Here, the posterior distribution for the year coefficient has a wider spread, and the mean is around \(0.24\):

np.exp(0.24)
1.2712491503214047

This corresponds to a growth rate around 27%. We can visualize the uncertainty in our inference for the coefficients:

plot_posterior_samples(negbin_trace, ok_turbines, show_logy=True)
../../../_images/73b4d736dc778dfc096f4d5a255fcc14484456804c2e6845553cef09ea602852.png
plot_posterior_samples(negbin_trace, ok_turbines, show_logy=False)
../../../_images/108ff8705d9fece7d40eb70bd49adc417779235f03b4f250437cfeefe2b749f1.png

This seems to be a much better overall fit: the uncertainty in the various lines/curves matches up with the observed data, indicating that most of the prediction lines are somewhat reasonable given the observed data. It’s important once again to remember that the uncertainty visualized here is only in the average prediction, and that we aren’t visualizing the uncertainty in the estimated variance from the negative binomial model.

Comparing the Poisson model and the negative binomial model, both are very similar:

  • oth models took a linear combination of the features and coefficients, with somewhat similar coefficient values

  • Both models transformed the result of the linear combination using an exponential function

The key difference was our likelihood model for the observed data points around the average prediction: the Poisson model assumed a Poisson distribution, whose variance is determined by the mean. The negative binomial model, on the other hand, assumed a negative binomial distribution, whose variance could be inferred from the data as a separate variable in our model. This enabled the negative binomial model to better capture the uncertainty in the average prediction.

Exercise: Implement Poisson and negative binomial regression in the frequentist paradigm using statsmodels. Are the results similar?

Hint: you may find it helpful to use sm.families.Poisson() and sm.families.NegativeBinomial().

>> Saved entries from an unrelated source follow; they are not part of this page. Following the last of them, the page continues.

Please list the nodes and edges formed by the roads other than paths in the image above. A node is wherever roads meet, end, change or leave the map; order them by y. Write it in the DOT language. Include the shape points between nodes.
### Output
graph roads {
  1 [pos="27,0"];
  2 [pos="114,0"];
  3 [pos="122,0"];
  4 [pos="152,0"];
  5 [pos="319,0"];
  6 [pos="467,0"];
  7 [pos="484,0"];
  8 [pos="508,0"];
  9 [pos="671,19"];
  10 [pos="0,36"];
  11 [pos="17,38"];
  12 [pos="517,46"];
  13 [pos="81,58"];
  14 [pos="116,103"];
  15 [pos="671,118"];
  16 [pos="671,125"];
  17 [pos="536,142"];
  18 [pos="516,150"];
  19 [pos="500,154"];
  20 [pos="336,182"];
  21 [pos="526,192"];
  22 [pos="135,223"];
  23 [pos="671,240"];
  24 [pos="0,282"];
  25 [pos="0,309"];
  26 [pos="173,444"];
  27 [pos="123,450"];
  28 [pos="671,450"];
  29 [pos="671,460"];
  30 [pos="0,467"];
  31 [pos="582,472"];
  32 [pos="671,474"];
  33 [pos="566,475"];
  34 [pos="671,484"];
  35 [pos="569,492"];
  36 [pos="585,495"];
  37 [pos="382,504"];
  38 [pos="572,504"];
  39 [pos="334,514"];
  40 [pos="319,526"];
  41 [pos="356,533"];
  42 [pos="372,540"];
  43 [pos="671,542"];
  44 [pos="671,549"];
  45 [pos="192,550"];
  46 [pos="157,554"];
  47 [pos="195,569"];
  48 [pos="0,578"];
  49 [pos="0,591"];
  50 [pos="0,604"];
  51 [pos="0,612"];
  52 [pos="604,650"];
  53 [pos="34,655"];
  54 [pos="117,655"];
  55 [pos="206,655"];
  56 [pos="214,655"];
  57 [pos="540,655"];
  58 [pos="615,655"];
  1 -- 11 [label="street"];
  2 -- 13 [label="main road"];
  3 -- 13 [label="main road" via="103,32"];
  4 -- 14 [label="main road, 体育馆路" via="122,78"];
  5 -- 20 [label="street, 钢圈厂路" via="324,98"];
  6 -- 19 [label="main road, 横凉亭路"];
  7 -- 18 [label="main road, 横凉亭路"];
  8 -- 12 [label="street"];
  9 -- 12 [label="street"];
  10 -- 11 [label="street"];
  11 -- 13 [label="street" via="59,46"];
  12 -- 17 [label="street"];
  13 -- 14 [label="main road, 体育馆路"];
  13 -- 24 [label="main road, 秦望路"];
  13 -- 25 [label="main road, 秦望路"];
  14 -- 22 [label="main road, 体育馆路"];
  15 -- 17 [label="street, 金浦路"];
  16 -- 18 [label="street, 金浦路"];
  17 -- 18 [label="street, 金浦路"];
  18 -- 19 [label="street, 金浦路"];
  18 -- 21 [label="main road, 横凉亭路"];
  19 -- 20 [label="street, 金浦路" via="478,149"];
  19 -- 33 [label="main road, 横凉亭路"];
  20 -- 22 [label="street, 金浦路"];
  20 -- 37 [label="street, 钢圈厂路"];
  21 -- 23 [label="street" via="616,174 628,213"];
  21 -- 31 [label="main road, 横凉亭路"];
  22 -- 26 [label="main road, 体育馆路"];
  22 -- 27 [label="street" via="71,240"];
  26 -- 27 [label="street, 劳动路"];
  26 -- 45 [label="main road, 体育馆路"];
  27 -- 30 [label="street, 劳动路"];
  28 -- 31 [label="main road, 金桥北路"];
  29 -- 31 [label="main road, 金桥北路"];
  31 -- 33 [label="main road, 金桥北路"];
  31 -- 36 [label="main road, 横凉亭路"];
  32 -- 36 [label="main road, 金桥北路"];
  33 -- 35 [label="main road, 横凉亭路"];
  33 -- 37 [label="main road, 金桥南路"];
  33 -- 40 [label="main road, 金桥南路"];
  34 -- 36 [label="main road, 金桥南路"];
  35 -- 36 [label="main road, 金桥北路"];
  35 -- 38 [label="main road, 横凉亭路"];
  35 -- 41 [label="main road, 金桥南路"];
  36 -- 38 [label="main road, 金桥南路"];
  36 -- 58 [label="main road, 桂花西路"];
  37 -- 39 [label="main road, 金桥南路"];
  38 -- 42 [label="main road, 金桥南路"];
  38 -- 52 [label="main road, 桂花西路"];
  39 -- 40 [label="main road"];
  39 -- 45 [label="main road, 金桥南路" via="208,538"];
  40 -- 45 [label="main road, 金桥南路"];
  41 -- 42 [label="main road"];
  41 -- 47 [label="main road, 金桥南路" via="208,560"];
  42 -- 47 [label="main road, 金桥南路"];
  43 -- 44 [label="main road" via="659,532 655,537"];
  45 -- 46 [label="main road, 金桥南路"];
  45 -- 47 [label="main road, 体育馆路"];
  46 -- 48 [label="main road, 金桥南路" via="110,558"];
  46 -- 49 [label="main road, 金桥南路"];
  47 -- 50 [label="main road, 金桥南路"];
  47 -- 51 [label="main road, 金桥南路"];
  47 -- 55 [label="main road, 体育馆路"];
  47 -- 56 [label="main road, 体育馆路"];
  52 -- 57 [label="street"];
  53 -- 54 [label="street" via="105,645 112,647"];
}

Generalized Linear Models#

By now, you’ve seen four different versions of regression in the Bayesian setting:

  • Linear regression, for predicting real-valued outputs

  • Logistic regression, for predicting binary outputs (classification)

  • Poisson regression, for predicting counts

  • Negative binomial regression, for predicting counts

Let’s review what they had in common and what was different between them:

  1. For all four, computing our prediction for \(y_i\) begins with computing \(x_i^T \beta\). This part is a linear function of \(x_i\), even if we do something nonlinear with it later.

  2. Each one had a different function that we used to compute the average value of \(y_i\) from \(x_i^T \beta\). Since this function links the linearly transformed input \(x\) to the output \(y\), you might expect us to call it the link function: this would make a lot of sense. However, the convention is to do the opposite, and call it the inverse link function. As you might expect from this name, the link function is the inverse of the inverse link function.

  3. For each one, we used a different distribution for the likelihood of the data points. In all cases, the the mean of this distribution was always output of the inverse link function above.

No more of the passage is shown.